Sara McMann (11-3 overall, 5-3 UFC) appears to have turned a corner in her last two fights, using her freakish strength and outstanding grappling skills to squeeze out finishes against Alexis Davis and Gina Mazany. McMann profiles (to me) as someone who was thrown to the wolves when she wasn’t ready, but is figuring it all out and putting it all together now and if that is the case, she’s a dangerous contender to watch going forward.
Cat Zingano (9-2 overall, 2-2 UFC) hasn’t fought since UFC 200, hasn’t won since beating Nunes at UFC 178 and is currently dealing with medical issues that are keeping her out of the cage.

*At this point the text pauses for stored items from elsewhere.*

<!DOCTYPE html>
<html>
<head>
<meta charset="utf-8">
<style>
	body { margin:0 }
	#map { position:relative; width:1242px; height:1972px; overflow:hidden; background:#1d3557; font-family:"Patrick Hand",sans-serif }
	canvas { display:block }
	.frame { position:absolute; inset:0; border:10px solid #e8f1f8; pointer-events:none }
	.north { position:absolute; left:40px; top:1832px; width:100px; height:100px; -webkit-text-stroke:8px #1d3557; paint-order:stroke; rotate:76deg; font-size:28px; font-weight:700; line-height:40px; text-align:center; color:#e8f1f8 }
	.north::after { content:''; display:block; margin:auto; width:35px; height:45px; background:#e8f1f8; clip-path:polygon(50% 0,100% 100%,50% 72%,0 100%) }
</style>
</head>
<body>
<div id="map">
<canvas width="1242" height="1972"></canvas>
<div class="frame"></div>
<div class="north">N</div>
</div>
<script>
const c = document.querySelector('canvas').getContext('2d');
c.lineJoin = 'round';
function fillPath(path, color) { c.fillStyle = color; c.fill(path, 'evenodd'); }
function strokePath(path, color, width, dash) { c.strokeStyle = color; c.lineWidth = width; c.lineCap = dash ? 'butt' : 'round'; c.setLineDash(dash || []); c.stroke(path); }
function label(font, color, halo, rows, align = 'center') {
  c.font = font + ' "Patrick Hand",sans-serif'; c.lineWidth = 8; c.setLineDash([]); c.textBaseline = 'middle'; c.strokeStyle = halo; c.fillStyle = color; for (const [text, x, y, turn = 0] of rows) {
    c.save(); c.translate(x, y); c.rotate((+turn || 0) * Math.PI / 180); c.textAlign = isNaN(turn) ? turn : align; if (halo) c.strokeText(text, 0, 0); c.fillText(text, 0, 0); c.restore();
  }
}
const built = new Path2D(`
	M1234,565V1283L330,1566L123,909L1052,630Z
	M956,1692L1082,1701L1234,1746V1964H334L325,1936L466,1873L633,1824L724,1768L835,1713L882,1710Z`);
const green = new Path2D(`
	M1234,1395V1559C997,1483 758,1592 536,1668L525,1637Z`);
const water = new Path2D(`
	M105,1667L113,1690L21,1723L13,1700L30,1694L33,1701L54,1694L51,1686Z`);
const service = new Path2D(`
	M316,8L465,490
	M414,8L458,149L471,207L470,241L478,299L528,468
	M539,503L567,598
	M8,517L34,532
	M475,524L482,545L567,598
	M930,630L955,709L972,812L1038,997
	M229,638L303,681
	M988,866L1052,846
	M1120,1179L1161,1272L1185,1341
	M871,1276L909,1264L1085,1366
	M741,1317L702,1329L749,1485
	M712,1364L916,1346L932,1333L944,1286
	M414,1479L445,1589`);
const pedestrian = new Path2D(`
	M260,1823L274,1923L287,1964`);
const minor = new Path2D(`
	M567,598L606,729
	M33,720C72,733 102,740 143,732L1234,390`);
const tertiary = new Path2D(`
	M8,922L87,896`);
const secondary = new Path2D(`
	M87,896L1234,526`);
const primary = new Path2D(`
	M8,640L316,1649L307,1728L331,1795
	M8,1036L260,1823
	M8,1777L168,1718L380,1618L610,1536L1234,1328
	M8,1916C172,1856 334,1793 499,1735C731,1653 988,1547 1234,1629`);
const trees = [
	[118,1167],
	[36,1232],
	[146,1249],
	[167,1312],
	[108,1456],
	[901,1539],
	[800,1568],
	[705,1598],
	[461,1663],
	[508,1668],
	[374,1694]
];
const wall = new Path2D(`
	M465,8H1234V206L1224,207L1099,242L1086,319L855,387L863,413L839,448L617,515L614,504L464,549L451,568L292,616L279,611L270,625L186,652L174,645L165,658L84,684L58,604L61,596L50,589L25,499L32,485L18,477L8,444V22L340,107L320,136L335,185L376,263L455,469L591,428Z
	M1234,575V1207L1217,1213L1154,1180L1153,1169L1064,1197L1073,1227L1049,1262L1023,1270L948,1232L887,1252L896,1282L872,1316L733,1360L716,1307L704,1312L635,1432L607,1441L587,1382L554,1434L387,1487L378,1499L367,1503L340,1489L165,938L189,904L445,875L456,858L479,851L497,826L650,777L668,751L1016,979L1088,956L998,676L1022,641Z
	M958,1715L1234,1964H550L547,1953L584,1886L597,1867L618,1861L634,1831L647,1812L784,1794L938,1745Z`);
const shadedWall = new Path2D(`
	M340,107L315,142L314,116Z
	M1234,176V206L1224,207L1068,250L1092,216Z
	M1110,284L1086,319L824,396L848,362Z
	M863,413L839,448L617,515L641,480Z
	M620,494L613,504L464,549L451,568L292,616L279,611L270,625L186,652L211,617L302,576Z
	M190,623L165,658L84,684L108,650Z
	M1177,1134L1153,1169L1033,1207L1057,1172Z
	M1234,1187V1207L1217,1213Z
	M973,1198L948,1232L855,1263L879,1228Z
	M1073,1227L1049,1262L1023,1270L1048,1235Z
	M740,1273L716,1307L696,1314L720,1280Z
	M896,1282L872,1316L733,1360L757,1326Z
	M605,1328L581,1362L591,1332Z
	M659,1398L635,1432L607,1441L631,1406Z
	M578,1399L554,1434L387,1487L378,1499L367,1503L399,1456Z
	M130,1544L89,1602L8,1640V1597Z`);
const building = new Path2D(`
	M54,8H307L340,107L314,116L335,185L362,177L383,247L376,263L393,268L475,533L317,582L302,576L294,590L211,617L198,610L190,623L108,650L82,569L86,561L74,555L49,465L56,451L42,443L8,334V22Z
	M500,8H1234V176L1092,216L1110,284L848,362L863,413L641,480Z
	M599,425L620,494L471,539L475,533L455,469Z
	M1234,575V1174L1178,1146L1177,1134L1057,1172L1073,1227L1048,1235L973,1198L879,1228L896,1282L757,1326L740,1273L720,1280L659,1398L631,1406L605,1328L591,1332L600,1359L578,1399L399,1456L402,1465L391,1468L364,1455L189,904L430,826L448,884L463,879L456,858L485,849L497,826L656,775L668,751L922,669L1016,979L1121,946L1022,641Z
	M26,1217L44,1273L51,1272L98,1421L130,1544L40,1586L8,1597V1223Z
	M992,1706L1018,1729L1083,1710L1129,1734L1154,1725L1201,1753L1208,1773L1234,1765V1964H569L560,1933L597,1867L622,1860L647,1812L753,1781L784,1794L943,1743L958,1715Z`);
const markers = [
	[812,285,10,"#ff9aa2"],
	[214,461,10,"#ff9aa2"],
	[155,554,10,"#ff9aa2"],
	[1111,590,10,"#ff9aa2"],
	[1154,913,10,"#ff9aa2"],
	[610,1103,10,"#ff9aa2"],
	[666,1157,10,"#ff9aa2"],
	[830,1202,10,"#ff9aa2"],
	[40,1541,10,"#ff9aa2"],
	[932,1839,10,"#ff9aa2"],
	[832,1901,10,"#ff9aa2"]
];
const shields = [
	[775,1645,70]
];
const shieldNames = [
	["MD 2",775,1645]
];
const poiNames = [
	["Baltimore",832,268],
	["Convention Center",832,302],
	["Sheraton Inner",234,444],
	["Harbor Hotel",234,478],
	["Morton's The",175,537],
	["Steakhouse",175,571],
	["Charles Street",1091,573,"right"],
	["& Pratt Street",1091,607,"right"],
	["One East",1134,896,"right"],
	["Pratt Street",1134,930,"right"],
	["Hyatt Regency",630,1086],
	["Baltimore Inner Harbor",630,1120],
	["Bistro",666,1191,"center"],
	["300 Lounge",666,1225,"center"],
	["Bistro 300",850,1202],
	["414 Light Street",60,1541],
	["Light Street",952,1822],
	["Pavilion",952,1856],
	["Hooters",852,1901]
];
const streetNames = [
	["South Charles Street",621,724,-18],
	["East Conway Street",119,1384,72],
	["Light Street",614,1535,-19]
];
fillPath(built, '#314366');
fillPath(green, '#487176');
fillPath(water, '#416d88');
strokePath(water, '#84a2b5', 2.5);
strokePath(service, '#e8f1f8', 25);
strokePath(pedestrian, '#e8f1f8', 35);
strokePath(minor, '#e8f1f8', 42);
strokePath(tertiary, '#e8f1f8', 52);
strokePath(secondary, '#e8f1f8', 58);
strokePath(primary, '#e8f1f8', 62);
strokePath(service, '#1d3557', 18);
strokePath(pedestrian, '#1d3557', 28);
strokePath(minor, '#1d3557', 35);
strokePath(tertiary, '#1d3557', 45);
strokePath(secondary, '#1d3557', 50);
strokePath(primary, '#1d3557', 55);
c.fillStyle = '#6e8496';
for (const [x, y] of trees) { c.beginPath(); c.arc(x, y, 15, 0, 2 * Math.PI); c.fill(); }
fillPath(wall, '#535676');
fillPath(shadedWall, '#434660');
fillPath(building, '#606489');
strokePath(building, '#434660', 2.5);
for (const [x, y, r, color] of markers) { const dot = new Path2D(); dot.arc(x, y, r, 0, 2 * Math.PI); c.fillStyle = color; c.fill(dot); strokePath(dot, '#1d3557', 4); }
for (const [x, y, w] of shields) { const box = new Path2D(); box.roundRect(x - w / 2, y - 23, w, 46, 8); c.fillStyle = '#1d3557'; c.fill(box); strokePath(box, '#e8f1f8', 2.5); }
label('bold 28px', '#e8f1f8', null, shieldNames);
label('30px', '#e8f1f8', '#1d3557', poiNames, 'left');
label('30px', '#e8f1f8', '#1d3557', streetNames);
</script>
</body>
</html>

And when she does return (if she returns), it might be at featherweight. See why she’s a question mark?
Tonya Evninger (19-5, 1 NC overall, 0-0 UFC) is fighting Cris Cyborg for the women’s featherweight title later this month at UFC 214, but she’s been running things in the Invicta FC bantamweight division for the last couple years and has to be considered an instant contender if (when?) she moves to the 135-pound ranks following her promotional debut.
The Ones to Watch
Aspen Ladd (5-0 overall, 0-0 UFC) makes her UFC debut Friday against Jessica Eye in what should be an instant indicator of where the 22-year-old fits in the division for the time being. She’s been impressive in Invicta, brandishing a strong top game on the ground, and has the raw materials to develop into a top tier talent in the next couple years with the right coaching and a strong developmental strategy.
Ketlen Vieira (8-0 overall, 2-0 UFC) has maintained her perfect record through her first two Octagon appearances, posting decision wins over Kelly Faszholz and Ashlee Evans-Smith. She’s slated to face McMann at UFC 214 and if she emerges victorious, the 25-year-old Nova Uniao product could graduate to being a contender.